Elizabeth Rhodes hits us this morning with a fun little morsel: Developers dangle discounts, toys to lure home buyers. (I wonder why this article wasn’t in the big weekend real estate section? Hmm… Edit: It would appear that the answer to that question is that they were saving it for the front page [pdf].)

Puget Sound-area new-home developers, motivated by an increasingly soft real-estate market, are resorting to something they haven’t done in years. They’re enticing buyers, like Matt Orlando, with big TVs, motorcycles and other inducements.

The deal sweetener that eased Orlando into his first home was a $3,000 credit toward closing costs on a one-bedroom condominium in Veridian Cove, an extensively refurbished new conversion in North Seattle.

The first year’s homeowners dues, at $197 a month, also were waived.

“I feel like I won the lottery,” says the Shoreline Community College instructor. “They were basically giving me $5,000 to move into a beautiful place I could afford.”
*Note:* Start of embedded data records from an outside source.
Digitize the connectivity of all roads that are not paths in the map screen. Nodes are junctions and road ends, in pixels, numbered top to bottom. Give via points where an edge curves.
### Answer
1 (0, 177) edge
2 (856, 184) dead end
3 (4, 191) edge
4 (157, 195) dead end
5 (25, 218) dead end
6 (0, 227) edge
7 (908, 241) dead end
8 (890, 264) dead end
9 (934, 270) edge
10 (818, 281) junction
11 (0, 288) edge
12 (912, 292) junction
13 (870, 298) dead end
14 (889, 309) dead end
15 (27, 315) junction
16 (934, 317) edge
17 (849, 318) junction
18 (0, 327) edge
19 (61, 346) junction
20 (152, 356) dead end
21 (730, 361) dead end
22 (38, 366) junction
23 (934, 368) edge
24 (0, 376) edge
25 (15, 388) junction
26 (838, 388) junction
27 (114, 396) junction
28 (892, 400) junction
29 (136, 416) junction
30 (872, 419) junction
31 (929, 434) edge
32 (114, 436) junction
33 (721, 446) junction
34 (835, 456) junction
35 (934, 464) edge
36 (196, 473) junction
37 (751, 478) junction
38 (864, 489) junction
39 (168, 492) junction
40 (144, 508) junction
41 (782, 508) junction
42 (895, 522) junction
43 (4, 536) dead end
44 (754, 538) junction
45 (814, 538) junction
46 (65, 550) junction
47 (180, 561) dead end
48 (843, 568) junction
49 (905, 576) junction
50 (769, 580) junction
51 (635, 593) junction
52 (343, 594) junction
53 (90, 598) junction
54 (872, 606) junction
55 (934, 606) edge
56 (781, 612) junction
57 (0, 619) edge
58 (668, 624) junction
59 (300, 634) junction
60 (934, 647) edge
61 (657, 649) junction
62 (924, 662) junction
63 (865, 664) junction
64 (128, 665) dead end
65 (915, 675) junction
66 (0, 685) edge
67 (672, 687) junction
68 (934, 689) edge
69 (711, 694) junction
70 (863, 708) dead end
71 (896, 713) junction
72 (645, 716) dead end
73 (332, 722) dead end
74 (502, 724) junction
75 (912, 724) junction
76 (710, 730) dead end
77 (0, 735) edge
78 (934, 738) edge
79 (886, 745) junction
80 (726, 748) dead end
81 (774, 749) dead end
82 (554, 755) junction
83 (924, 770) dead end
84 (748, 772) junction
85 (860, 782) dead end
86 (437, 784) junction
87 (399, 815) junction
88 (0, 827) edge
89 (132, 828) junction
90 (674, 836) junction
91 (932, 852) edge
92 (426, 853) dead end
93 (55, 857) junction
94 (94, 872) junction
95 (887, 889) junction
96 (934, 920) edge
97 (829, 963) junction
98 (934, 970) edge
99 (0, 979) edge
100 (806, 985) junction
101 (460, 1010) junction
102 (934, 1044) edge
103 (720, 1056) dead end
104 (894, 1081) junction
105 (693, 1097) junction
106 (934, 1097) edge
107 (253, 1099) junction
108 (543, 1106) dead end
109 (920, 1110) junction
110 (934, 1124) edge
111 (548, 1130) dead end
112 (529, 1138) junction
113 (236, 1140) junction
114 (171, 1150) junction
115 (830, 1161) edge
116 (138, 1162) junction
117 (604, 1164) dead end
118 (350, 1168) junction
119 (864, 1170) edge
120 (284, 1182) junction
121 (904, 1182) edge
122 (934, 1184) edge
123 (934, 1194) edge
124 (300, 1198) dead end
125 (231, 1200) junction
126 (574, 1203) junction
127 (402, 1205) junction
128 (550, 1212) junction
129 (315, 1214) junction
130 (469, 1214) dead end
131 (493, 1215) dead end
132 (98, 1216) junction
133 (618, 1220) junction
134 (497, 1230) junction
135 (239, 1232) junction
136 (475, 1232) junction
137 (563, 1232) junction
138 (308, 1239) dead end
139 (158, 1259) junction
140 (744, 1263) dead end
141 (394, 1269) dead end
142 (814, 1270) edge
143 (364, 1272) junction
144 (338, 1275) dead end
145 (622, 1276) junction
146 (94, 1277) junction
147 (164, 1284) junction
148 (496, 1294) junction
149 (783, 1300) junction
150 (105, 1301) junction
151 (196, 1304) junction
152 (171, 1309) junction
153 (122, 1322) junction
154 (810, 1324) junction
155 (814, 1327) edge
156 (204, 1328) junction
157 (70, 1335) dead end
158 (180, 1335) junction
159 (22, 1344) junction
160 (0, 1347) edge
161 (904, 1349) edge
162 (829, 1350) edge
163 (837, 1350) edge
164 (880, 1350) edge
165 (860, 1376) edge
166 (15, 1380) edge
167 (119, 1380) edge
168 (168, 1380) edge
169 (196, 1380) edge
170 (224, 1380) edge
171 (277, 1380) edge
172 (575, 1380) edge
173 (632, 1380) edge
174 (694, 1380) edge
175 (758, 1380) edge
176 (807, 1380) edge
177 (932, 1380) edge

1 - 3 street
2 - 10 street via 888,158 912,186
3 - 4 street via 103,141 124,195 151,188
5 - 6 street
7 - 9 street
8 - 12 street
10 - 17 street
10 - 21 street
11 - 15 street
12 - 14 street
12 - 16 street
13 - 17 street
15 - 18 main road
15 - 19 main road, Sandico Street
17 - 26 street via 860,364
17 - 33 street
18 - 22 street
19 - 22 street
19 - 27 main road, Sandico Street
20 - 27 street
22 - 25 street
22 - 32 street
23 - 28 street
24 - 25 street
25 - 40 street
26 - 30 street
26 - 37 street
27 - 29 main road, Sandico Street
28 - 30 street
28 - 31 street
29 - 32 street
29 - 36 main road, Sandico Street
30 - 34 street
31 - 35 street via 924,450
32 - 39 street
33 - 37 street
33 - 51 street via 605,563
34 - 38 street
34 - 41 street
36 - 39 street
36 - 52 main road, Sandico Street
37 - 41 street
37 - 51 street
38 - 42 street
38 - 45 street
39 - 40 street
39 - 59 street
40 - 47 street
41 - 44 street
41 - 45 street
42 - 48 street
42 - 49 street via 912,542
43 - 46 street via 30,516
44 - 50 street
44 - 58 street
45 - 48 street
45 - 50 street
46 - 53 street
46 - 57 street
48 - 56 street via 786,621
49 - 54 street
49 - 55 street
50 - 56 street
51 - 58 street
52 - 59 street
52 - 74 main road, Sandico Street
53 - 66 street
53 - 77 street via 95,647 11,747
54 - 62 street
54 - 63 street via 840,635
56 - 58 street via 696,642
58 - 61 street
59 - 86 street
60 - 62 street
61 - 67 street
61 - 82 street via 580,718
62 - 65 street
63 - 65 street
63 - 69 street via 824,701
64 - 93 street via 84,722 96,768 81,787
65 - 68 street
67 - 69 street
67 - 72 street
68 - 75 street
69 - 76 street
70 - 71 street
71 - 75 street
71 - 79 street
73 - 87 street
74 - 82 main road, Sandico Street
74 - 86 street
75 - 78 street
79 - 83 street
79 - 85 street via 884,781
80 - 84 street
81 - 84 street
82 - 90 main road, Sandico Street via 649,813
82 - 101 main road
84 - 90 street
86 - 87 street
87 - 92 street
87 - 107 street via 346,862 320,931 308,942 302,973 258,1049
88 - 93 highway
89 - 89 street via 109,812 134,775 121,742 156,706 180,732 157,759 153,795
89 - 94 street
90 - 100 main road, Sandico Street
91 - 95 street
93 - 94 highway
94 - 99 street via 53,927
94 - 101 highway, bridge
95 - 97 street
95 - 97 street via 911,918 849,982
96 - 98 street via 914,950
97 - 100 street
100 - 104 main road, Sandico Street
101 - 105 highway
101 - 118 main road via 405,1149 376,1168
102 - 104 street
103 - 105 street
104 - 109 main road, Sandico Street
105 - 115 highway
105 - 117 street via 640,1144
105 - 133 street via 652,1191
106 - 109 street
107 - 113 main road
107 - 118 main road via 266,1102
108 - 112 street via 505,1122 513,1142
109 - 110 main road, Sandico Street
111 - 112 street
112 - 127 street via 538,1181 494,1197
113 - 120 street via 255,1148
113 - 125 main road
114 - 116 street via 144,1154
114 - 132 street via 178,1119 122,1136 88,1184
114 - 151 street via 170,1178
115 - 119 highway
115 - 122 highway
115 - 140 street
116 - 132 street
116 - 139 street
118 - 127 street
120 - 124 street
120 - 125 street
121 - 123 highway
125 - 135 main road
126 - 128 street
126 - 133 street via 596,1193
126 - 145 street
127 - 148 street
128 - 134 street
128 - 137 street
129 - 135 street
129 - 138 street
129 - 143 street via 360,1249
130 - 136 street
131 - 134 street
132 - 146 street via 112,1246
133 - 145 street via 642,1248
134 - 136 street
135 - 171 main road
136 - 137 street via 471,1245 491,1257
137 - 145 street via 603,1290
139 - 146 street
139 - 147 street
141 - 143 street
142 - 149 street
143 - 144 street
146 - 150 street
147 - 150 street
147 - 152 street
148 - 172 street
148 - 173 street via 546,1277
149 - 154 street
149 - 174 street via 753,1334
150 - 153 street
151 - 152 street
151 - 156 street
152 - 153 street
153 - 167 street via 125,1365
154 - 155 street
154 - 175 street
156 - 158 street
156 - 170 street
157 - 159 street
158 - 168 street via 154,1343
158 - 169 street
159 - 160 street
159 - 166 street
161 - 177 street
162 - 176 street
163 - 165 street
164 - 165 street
Incentives started appearing in late summer and are the best they’ve been in more than a decade. Indeed, until this year, builders could count on selling many new homes before they were even built.

Now there’s a four- to 13-month inventory in King and Snohomish counties of new houses, town houses and condominiums available, according to New Home Trends, a Bothell data-research firm. That’s spawned a goody-laden battle for buyers.

In other words, they’re dropping prices without actually “dropping prices.”

If this story sounds familiar, it’s because the exact same thing has unfolded in other markets all across the country over the last few years. It’s one of the surest signs that a housing market is transitioning from “boom” to “bust.” The builders are no dummies, they know that it is time to get out. The only problem for them is that they’re all trying to get out at the same time.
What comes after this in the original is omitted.